The putative AMPA receptor antagonist, LY326325, produces anxiolytic-like effects without altering locomotor activity in rats.

Anxiolytic-like effects produced by the novel, water-soluble AMPA/kainate receptor antagonist, LY326325 (3RS,4aRS,6RS,8aRS)-6-[2-(1(2)H-tetrazole-5-yl)e thyl]decahydro-isoquinoline-3-carboxylic acid), were examined in the elevated plus-maze and in a conflict-suppressed drinking situation. Administration of low doses (0.5, 1.2, and 5 mg/kg; i.p., -30 min) of LY326325 to Sprague-Dawley rats did not alter the percentage of entries into the open arms of the plus-maze, whereas only one dose of LY326325 (1 mg/kg) produced a slight, but significant, increase of the time spent in the open arms of the plus maze.

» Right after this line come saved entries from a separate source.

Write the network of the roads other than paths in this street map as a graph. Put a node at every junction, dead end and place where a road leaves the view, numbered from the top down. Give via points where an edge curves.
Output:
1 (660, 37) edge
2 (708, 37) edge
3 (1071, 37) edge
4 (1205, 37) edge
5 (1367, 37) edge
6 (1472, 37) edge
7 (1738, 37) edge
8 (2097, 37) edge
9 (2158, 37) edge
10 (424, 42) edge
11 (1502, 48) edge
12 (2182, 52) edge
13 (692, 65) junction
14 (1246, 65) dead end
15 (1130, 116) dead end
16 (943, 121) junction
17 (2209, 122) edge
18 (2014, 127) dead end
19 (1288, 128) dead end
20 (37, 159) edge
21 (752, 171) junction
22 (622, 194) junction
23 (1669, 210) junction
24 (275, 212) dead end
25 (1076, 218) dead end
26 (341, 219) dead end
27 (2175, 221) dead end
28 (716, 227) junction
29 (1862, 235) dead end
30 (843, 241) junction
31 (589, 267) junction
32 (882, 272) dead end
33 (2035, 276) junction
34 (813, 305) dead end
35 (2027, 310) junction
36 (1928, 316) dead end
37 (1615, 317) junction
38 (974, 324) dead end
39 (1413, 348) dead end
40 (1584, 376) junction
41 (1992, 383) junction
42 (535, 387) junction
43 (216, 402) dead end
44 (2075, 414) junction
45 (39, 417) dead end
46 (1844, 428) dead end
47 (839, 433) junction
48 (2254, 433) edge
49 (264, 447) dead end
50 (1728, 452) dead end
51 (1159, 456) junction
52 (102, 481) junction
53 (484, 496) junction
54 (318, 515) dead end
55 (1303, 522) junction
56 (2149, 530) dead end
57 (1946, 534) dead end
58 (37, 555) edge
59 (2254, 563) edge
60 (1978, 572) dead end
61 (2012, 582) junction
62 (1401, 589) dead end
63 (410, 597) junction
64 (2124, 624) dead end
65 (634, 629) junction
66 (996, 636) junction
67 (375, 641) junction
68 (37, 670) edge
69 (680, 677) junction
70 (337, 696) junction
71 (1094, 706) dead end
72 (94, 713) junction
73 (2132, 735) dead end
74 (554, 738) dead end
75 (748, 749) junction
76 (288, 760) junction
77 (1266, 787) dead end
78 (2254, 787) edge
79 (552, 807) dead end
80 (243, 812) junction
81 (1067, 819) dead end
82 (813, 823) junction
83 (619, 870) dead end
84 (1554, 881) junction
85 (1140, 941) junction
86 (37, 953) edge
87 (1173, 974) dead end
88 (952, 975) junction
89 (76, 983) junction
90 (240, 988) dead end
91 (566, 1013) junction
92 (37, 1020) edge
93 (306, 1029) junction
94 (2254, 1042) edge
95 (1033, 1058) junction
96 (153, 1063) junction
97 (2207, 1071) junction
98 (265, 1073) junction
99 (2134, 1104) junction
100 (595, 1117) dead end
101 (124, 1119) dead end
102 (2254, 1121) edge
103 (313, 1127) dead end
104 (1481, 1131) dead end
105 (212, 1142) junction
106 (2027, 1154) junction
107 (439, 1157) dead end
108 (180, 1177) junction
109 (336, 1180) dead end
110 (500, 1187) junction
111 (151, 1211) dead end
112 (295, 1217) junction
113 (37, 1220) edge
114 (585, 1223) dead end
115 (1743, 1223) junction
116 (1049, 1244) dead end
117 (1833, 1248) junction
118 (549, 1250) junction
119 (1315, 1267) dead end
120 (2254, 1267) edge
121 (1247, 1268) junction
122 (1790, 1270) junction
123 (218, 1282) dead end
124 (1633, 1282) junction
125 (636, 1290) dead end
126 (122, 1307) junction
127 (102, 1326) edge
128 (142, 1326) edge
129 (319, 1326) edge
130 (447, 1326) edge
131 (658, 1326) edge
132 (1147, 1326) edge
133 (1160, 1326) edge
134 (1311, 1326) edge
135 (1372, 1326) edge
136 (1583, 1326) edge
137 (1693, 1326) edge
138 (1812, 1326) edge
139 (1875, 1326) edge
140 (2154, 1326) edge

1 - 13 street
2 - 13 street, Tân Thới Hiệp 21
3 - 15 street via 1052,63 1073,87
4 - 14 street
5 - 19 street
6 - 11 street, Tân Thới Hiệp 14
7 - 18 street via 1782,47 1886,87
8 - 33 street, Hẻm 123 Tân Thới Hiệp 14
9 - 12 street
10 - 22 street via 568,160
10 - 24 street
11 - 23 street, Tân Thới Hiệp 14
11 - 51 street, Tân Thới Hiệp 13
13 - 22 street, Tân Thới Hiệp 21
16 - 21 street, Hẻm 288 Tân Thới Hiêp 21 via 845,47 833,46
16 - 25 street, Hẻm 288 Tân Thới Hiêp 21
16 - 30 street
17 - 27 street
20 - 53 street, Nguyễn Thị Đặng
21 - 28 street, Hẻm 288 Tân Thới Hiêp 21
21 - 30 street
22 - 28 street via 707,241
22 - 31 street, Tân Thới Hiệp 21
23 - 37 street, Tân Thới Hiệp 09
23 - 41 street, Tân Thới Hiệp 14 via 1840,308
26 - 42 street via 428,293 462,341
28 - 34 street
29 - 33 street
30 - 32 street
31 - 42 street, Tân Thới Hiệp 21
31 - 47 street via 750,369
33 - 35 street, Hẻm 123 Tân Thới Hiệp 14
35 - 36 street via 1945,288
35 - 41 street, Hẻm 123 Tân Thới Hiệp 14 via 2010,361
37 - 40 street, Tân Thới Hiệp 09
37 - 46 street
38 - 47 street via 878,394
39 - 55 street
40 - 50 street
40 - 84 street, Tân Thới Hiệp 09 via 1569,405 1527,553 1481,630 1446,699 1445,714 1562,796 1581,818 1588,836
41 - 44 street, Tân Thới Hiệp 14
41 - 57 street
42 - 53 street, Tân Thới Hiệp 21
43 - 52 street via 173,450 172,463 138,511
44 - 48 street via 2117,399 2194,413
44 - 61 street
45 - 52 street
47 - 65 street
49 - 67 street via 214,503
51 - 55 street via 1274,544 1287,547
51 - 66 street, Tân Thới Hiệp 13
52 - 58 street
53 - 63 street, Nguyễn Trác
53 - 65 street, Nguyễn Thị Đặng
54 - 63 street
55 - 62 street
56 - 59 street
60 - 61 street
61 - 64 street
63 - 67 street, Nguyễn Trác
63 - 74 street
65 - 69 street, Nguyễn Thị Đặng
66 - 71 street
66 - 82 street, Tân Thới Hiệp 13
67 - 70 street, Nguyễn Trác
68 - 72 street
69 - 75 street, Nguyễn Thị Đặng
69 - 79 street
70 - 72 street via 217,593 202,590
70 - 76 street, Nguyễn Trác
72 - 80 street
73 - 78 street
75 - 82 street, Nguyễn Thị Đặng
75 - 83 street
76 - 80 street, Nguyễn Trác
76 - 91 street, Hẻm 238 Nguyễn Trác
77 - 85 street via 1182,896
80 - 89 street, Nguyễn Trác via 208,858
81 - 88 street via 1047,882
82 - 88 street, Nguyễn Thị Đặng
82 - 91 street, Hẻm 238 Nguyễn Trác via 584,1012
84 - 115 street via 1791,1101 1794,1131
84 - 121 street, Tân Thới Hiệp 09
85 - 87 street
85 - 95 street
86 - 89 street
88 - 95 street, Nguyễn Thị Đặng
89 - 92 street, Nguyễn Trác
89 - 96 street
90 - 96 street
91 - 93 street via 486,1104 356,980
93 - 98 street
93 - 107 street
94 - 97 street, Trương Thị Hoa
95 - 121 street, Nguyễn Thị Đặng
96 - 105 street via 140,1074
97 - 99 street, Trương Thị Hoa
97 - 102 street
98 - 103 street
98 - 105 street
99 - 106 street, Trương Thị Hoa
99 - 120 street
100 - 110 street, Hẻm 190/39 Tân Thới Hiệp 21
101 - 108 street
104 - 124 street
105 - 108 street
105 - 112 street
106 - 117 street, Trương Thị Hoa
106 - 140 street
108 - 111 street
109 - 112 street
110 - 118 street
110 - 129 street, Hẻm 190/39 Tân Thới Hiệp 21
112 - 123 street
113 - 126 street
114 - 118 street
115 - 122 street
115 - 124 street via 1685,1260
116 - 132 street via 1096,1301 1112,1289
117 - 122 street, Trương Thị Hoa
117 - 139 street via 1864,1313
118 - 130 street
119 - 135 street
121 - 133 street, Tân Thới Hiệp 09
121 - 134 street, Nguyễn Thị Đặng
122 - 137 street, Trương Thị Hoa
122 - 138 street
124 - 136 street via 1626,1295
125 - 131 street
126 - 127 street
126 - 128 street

In the conflict-suppressed drinking test, similar doses of LY326325 (2.5 and 5 mg/kg; i.p., -30 min) caused a dose-dependent and significant increase of punished drinking behavior without having any significant effects on unpunished drinking. The anxiolytic-like effects of LY326325 in the plus-maze and in the anticonflict tests were observed at doses, which, by themselves, had no influence on various measures of locomotor activity, i.e., horizontal activity, forward locomotion, and corner time. Our data suggest that the putative AMPA/glutamate receptor antagonist, LY326325, produces anxiolytic-like effects similar to those of diazepam in the conflict-suppressed drinking test, but displays considerably weaker anxiety-reducing properties compared to diazepam in the elevated plus-maze.